= WHAT TO PRODUCE =
An exact copy of every entry is needed, without any of the pictures.
--------------------------------------------------
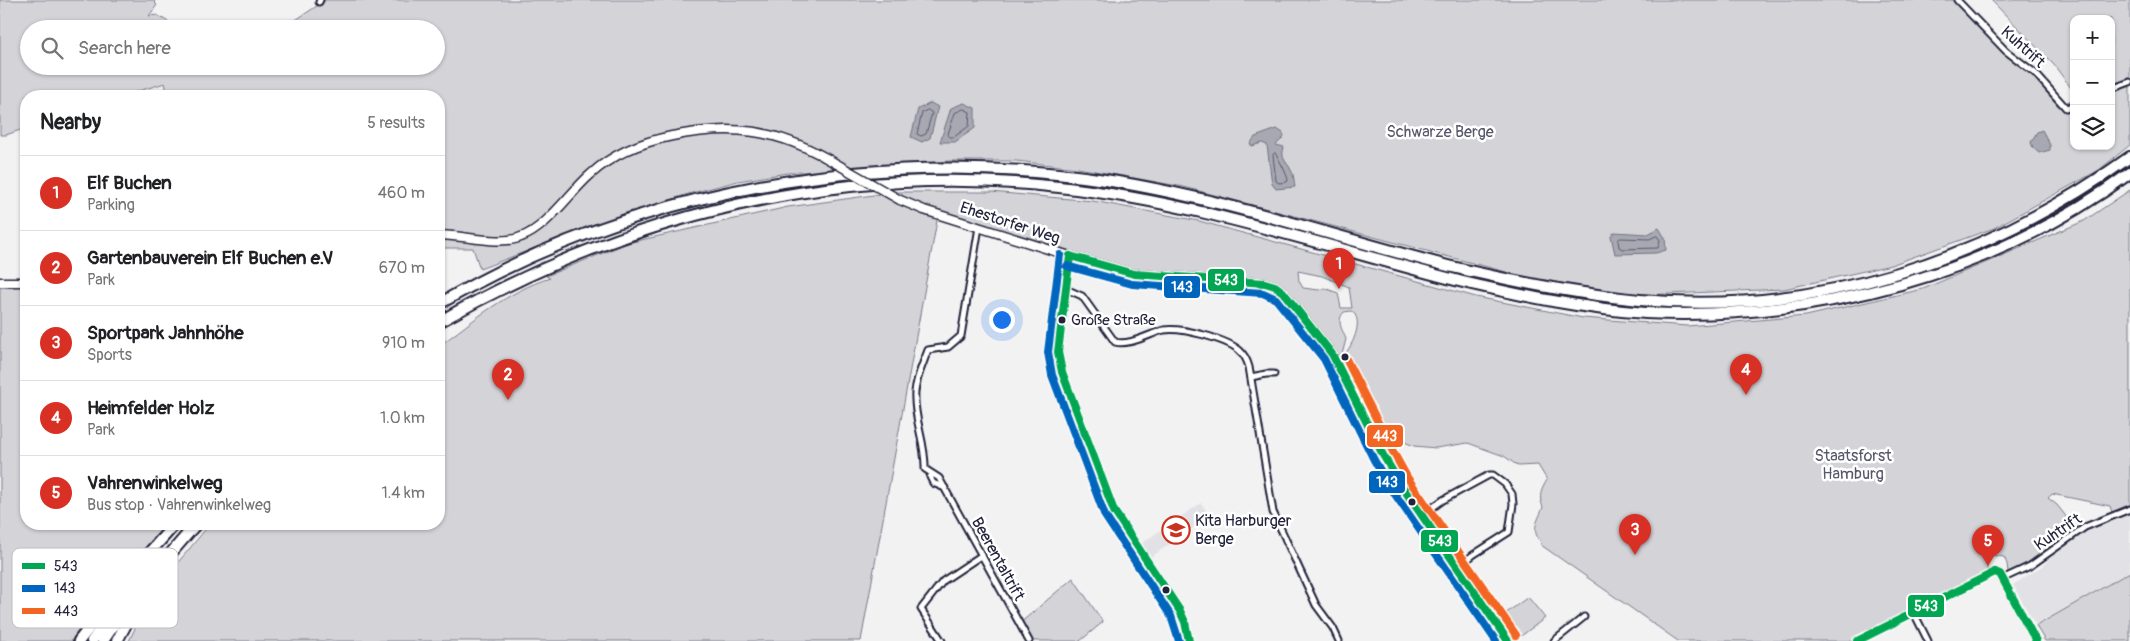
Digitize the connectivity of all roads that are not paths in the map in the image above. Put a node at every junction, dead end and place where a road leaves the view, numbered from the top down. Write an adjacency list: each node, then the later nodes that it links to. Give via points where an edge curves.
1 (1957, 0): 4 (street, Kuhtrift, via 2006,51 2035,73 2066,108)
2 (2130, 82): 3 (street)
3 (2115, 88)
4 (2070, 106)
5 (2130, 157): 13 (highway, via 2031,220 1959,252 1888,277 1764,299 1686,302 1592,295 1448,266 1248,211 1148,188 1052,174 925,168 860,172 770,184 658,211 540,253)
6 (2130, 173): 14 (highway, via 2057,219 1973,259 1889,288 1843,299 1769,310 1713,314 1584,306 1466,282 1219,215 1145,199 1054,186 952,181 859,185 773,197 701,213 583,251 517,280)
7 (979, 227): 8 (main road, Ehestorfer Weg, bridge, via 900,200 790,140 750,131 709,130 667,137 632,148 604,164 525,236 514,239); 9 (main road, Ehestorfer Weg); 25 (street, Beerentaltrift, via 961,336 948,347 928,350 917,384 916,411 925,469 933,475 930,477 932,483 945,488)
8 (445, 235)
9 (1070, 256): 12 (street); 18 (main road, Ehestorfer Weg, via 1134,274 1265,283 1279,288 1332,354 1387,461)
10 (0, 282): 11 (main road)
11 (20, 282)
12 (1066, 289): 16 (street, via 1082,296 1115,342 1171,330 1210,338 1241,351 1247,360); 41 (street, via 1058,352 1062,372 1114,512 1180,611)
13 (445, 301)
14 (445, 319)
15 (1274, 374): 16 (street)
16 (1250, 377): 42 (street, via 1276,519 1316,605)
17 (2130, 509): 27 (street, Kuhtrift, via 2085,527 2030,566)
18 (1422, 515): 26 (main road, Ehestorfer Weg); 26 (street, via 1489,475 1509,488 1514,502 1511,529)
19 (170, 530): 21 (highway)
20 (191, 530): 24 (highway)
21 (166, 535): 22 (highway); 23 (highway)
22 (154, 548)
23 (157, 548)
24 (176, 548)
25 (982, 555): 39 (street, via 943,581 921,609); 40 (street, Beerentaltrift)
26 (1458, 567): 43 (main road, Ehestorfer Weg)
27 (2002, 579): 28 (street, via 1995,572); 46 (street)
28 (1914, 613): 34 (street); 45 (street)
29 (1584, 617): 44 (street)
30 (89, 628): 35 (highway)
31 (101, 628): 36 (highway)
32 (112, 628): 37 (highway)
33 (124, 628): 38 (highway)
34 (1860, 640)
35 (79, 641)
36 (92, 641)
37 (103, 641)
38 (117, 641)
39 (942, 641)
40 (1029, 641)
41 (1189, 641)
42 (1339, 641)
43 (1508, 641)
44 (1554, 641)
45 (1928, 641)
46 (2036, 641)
--------------------------------------------------
= YOUR SOLUTION =
Digitize the connectivity of all roads that are not paths in the map in the image above. Put a node at every junction, dead end and place where a road leaves the view, numbered from the top down. Write an adjacency list: each node, then the later nodes that it links to. Give via points where an edge curves.
1 (1957, 0): 4 (street, Kuhtrift, via 2006,51 2035,73 2066,108)
2 (2130, 82): 3 (street)
3 (2115, 88)
4 (2070, 106)
5 (2130, 157): 13 (highway, via 2031,220 1959,252 1888,277 1764,299 1686,302 1592,295 1448,266 1248,211 1148,188 1052,174 925,168 860,172 770,184 658,211 540,253)
6 (2130, 173): 14 (highway, via 2057,219 1973,259 1889,288 1843,299 1769,310 1713,314 1584,306 1466,282 1219,215 1145,199 1054,186 952,181 859,185 773,197 701,213 583,251 517,280)
7 (979, 227): 8 (main road, Ehestorfer Weg, bridge, via 900,200 790,140 750,131 709,130 667,137 632,148 604,164 525,236 514,239); 9 (main road, Ehestorfer Weg); 25 (street, Beerentaltrift, via 961,336 948,347 928,350 917,384 916,411 925,469 933,475 930,477 932,483 945,488)
8 (445, 235)
9 (1070, 256): 12 (street); 18 (main road, Ehestorfer Weg, via 1134,274 1265,283 1279,288 1332,354 1387,461)
10 (0, 282): 11 (main road)
11 (20, 282)
12 (1066, 289): 16 (street, via 1082,296 1115,342 1171,330 1210,338 1241,351 1247,360); 41 (street, via 1058,352 1062,372 1114,512 1180,611)
13 (445, 301)
14 (445, 319)
15 (1274, 374): 16 (street)
16 (1250, 377): 42 (street, via 1276,519 1316,605)
17 (2130, 509): 27 (street, Kuhtrift, via 2085,527 2030,566)
18 (1422, 515): 26 (main road, Ehestorfer Weg); 26 (street, via 1489,475 1509,488 1514,502 1511,529)
19 (170, 530): 21 (highway)
20 (191, 530): 24 (highway)
21 (166, 535): 22 (highway); 23 (highway)
22 (154, 548)
23 (157, 548)
24 (176, 548)
25 (982, 555): 39 (street, via 943,581 921,609); 40 (street, Beerentaltrift)
26 (1458, 567): 43 (main road, Ehestorfer Weg)
27 (2002, 579): 28 (street, via 1995,572); 46 (street)
28 (1914, 613): 34 (street); 45 (street)
29 (1584, 617): 44 (street)
30 (89, 628): 35 (highway)
31 (101, 628): 36 (highway)
32 (112, 628): 37 (highway)
33 (124, 628): 38 (highway)
34 (1860, 640)
35 (79, 641)
36 (92, 641)
37 (103, 641)
38 (117, 641)
39 (942, 641)
40 (1029, 641)
41 (1189, 641)
42 (1339, 641)
43 (1508, 641)
44 (1554, 641)
45 (1928, 641)
46 (2036, 641)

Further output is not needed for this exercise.